- More than 10 million shares short were covered in May.
- Number of bearish bets down more than 71% from high.
- Shares looking to hit new high.
It has been three months since I covered how short interest in chipmaker Advanced Micro Devices (NASDAQ:AMD) came down a bit in the second half of February. Investors have certainly come a long way on this name from when it traded below $2 a share back in 2015, but it took a while for the number of bets against the name to top out in 2018. Recently, global markets have rallied back from their coronavirus lows, and the latest update on short interest for AMD shows a new 5-year low.
It was just over two years ago when more than 192.6 million shares were short this stock. It was late last year when this number got back under 100 million shares for the first time in nearly three years. After a small tick-up in short interest through the middle of April as markets were under pressure, we've seen the downward trend continue again as seen in the chart below.

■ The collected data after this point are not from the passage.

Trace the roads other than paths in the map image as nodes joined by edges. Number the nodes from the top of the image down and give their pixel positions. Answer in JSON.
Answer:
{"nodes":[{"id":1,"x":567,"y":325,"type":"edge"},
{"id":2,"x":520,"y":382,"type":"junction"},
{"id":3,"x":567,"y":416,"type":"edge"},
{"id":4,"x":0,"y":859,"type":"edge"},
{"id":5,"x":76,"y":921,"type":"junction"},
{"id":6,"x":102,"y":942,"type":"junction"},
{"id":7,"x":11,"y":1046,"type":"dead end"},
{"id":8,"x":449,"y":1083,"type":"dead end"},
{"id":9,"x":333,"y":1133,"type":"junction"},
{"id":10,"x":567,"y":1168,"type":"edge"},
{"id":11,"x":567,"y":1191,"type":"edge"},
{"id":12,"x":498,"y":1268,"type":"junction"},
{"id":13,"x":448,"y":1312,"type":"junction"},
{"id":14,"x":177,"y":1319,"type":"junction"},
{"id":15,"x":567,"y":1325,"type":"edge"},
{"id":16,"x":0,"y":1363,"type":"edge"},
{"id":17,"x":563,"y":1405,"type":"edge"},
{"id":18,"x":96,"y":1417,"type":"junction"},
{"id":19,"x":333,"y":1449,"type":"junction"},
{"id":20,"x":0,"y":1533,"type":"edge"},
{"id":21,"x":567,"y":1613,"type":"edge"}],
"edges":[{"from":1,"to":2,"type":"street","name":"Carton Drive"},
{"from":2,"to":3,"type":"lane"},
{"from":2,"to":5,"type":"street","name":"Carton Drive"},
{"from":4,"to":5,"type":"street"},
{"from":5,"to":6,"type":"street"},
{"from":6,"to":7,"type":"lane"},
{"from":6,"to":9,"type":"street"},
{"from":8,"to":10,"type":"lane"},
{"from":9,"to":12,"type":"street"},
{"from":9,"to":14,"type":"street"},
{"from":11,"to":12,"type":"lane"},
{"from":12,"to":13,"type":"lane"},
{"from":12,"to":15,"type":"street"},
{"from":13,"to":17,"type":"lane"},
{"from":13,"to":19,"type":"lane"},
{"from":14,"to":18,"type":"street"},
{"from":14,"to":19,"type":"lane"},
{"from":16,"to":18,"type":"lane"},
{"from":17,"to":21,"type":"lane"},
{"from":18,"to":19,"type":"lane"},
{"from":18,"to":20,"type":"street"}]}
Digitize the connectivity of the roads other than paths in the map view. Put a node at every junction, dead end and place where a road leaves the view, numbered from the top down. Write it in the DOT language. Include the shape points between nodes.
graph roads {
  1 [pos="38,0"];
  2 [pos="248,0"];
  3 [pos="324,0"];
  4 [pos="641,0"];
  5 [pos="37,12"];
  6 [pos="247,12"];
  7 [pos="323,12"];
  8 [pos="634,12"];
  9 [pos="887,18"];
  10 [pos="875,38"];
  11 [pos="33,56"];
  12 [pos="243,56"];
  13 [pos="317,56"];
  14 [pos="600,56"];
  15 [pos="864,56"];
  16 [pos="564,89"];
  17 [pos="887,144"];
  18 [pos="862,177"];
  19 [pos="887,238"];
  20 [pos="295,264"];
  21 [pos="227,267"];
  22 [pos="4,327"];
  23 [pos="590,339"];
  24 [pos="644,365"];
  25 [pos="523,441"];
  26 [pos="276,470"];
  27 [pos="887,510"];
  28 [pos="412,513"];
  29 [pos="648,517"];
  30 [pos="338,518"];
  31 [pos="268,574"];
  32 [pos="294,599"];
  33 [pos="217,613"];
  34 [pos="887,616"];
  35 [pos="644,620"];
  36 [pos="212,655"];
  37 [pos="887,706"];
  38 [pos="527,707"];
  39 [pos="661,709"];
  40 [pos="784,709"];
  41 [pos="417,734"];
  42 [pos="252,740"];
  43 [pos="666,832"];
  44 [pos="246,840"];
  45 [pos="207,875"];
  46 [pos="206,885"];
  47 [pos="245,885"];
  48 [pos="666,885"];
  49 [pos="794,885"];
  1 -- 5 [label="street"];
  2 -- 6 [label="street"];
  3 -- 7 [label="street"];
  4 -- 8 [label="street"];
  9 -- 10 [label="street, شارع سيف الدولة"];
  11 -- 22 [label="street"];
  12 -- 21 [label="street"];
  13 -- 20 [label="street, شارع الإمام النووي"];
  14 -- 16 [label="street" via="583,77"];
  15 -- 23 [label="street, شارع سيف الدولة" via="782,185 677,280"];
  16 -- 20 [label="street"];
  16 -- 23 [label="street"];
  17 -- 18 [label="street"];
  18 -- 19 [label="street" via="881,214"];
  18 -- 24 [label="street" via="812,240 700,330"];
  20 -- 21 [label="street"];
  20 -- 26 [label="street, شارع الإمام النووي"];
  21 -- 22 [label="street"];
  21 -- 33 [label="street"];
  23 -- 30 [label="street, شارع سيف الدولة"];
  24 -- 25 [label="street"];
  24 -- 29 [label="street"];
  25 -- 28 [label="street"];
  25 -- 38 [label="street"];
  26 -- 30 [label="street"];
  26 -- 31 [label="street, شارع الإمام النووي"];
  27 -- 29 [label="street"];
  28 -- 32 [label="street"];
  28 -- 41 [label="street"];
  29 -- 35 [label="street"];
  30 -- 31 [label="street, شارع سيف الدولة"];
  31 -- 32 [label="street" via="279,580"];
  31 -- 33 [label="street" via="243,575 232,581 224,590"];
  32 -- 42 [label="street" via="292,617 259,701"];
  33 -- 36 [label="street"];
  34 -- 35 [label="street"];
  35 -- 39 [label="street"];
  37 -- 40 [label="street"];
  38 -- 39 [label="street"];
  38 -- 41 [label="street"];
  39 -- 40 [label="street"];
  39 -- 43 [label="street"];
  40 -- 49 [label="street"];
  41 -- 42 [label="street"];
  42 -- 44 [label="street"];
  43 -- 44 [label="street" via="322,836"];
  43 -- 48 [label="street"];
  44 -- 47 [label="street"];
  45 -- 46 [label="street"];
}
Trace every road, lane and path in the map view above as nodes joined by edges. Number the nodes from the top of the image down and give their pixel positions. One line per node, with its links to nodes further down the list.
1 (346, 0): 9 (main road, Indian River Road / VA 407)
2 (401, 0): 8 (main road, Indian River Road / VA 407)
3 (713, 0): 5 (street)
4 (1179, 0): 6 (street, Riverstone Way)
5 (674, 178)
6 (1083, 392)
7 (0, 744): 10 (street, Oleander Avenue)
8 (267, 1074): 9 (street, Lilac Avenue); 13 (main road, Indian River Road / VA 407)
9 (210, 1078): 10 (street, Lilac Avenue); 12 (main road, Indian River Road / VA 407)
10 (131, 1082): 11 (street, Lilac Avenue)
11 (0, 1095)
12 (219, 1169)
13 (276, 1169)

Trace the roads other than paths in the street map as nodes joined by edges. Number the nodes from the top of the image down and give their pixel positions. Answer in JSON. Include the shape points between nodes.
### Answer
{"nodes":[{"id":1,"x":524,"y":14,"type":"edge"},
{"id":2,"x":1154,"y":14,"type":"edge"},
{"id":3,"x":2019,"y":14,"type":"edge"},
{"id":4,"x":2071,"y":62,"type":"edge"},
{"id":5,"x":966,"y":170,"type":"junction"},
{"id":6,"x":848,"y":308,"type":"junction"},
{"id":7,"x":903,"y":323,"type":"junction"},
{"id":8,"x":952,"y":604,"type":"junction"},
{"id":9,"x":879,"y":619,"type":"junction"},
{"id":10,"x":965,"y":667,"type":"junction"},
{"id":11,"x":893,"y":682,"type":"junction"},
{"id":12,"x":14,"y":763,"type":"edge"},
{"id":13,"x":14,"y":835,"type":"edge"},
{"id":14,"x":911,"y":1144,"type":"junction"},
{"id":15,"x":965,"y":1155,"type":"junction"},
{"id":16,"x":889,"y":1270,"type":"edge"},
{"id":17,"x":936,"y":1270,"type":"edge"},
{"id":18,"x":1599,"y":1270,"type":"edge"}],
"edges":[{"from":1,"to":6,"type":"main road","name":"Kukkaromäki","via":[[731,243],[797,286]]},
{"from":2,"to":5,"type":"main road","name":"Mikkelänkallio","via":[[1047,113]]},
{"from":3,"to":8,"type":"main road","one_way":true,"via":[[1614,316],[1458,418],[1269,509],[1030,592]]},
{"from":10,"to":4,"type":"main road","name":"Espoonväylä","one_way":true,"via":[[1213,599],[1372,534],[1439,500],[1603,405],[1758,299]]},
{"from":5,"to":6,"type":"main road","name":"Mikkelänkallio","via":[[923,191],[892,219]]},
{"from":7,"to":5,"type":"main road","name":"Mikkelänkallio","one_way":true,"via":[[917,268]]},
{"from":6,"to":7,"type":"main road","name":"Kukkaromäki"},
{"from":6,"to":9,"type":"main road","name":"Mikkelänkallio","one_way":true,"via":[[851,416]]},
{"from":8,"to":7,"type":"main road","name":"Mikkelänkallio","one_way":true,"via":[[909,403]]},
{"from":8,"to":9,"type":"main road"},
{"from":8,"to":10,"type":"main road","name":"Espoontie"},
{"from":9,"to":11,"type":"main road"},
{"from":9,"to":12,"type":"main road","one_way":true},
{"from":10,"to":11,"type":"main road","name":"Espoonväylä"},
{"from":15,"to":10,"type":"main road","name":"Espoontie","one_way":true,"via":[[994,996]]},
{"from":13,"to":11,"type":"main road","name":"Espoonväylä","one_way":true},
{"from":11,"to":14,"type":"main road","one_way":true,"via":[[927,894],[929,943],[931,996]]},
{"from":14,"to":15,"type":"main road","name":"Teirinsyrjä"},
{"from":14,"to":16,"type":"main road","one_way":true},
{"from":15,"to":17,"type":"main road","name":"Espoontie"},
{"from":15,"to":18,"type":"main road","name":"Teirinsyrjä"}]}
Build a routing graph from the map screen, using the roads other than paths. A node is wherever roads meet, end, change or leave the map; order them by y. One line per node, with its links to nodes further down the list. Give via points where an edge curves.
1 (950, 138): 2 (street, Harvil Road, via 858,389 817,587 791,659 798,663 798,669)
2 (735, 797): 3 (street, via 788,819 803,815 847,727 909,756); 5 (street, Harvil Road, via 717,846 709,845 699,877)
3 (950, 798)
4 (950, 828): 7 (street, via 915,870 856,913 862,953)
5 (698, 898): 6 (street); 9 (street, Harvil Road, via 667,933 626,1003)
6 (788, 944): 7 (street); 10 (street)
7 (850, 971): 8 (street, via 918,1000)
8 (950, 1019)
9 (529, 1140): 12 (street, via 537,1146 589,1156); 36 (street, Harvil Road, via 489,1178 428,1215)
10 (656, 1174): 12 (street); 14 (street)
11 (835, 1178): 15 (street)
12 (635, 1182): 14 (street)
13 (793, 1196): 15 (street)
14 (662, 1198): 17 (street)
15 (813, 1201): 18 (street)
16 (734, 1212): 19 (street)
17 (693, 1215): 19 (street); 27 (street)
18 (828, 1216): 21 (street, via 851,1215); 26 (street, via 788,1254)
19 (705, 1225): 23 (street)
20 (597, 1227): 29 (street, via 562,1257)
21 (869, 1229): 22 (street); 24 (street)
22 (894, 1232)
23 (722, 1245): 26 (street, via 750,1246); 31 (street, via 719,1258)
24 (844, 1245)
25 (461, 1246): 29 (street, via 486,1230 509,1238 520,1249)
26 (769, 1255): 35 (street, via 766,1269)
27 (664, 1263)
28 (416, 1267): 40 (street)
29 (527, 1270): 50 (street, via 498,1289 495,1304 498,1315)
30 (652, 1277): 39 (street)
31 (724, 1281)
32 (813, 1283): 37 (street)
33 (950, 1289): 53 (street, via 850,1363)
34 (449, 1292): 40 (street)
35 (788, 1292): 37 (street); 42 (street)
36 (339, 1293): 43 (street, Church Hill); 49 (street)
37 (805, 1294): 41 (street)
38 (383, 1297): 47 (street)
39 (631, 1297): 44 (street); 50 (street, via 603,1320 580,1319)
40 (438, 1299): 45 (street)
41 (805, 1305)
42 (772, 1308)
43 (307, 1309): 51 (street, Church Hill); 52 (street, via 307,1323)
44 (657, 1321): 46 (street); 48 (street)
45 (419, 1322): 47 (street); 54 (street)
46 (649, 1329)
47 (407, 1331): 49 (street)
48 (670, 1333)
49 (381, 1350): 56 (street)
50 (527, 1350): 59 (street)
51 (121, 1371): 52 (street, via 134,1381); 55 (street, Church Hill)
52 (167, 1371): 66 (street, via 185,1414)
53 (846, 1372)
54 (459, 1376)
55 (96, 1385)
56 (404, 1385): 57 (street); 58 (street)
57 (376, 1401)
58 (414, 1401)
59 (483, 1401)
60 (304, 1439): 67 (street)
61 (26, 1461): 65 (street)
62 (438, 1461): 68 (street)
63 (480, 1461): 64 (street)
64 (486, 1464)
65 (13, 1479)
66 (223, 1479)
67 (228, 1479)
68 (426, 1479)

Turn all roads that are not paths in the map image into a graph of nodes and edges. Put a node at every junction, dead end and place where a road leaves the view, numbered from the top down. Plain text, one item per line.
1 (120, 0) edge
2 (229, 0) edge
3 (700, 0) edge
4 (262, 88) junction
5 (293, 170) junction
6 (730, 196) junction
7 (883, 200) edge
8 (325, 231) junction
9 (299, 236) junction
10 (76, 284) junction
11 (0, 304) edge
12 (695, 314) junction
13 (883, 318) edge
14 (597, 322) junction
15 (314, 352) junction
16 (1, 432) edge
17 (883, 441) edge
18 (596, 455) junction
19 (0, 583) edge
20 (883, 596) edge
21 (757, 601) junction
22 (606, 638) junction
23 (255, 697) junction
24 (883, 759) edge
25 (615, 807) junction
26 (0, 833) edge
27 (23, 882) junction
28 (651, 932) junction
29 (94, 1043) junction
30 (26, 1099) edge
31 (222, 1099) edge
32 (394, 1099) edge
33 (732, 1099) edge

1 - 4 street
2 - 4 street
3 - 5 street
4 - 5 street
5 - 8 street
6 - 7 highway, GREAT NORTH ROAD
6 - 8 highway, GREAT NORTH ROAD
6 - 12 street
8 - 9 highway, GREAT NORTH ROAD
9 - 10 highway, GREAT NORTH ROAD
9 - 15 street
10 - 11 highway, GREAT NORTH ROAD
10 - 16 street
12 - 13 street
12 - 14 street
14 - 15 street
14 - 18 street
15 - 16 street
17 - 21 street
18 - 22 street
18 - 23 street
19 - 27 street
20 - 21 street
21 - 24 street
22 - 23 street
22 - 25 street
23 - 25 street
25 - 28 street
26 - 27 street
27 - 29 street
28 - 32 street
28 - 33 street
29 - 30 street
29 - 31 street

(Source: NASDAQ AMD short interest page)
I didn't cover the prior two NASDAQ updates because they didn't really change things in a big way. However, the back half of May saw a decline of more than 6.5 million shares, putting total short interest at 55.2 million shares. If you think about "handles" in the terms of tens of millions, this is the first time we've seen a 5 handle since I started tracking this key metric for AMD. Since my last update on short interest, I had to change the y-axis on the chart to get below the 60 million level.
Two years ago, we were talking about the bitcoin bubble. Since then, AMD's first quarter GAAP profit has doubled. Back then, AMD had a net debt position of $343 million. While there has been a bit of dilution since, the company has greatly improved its balance sheet. Most debt is now gone, and AMD finished Q1 2020 with a net cash balance of $897 million. That gives it a lot more financial flexibility moving forward, allowing for future investments in growth. With the stock also much higher, there is certainly the potential for any needed future capital raises to be much less painful.
We do have two competing forces going here. On one hand, trillions in global stimulus and money printing is propping up markets again. The NASDAQ index jumped over 13% during that three update timeline where AMD short sellers covered more than 15.3 million shares. Investors seem a bit afraid to place negative bets with so much firepower from the Fed and others out there.
On the other hand, you have to look at the impact of the coronavirus. At its most recent earnings report, AMD took down its yearly revenue guidance growth forecast. While that might not be a surprise, it still takes a bite out of the growth story. As I detailed in that article, AMD also continued its pattern of not guiding current quarter revenues above street estimates for the 8th quarter in a row.
Interestingly enough, AMD shares had actually been a weak spot in the sector until Tuesday's roughly 6.5% jump. Over the past month, the stock had only risen 2%, compared to a 7.6% rise in competitor Intel (INTC), as well as mid double-digit gains for Nvidia (NVDA) and the iShares PHLX Semiconductor ETF (SOXX). Tuesday's rise for AMD also got the stock nicely above its 50-day moving average, a key technical trend line the stock seemingly wanted to break below. Had that happened, I think shares could have traded down to $48 or so before finding some support.
One item to watch moving forward will be what happens in the PC space. Bloomberg has reported that Apple (AAPL) will finally make its move off of Intel chips for its Mac launches in 2021. As the article details, Apple has moved off Intel as the chip giant's performance has slowed. This also brings up the possibility of other PC makers dumping Intel, which potentially could bring some added market share to AMD in the future if things go right.
So, what's next for AMD? Well, the next big thing in my opinion will be the Q2 earnings report in July. Investors will be looking for signs of improvement after the coronavirus panic and are hoping that AMD can raise guidance. Currently, the street is slightly below AMD's 2020 yearly revenue growth guidance midpoint of 25%. We'll see if management is able to raise its forecast back towards the original growth range of 28%-30%, or if we get another reduction. I'll personally be watching to see if AMD can eliminate its streak of disappointing quarterly guidance.
In the end, AMD short interest declined by another 6.5 million shares in the second half of May. While that 10.6% dip might not seem like much, it puts the number of bearish bets under 60 million for the first time in five years. AMD has come a long way over that time, getting its revenues growing nicely and having GAAP profits lead to a much better balance sheet. Now, investors are focusing on the post-coronavirus panic rebound, so we'll see if management can provide a positive feeling at next month's report.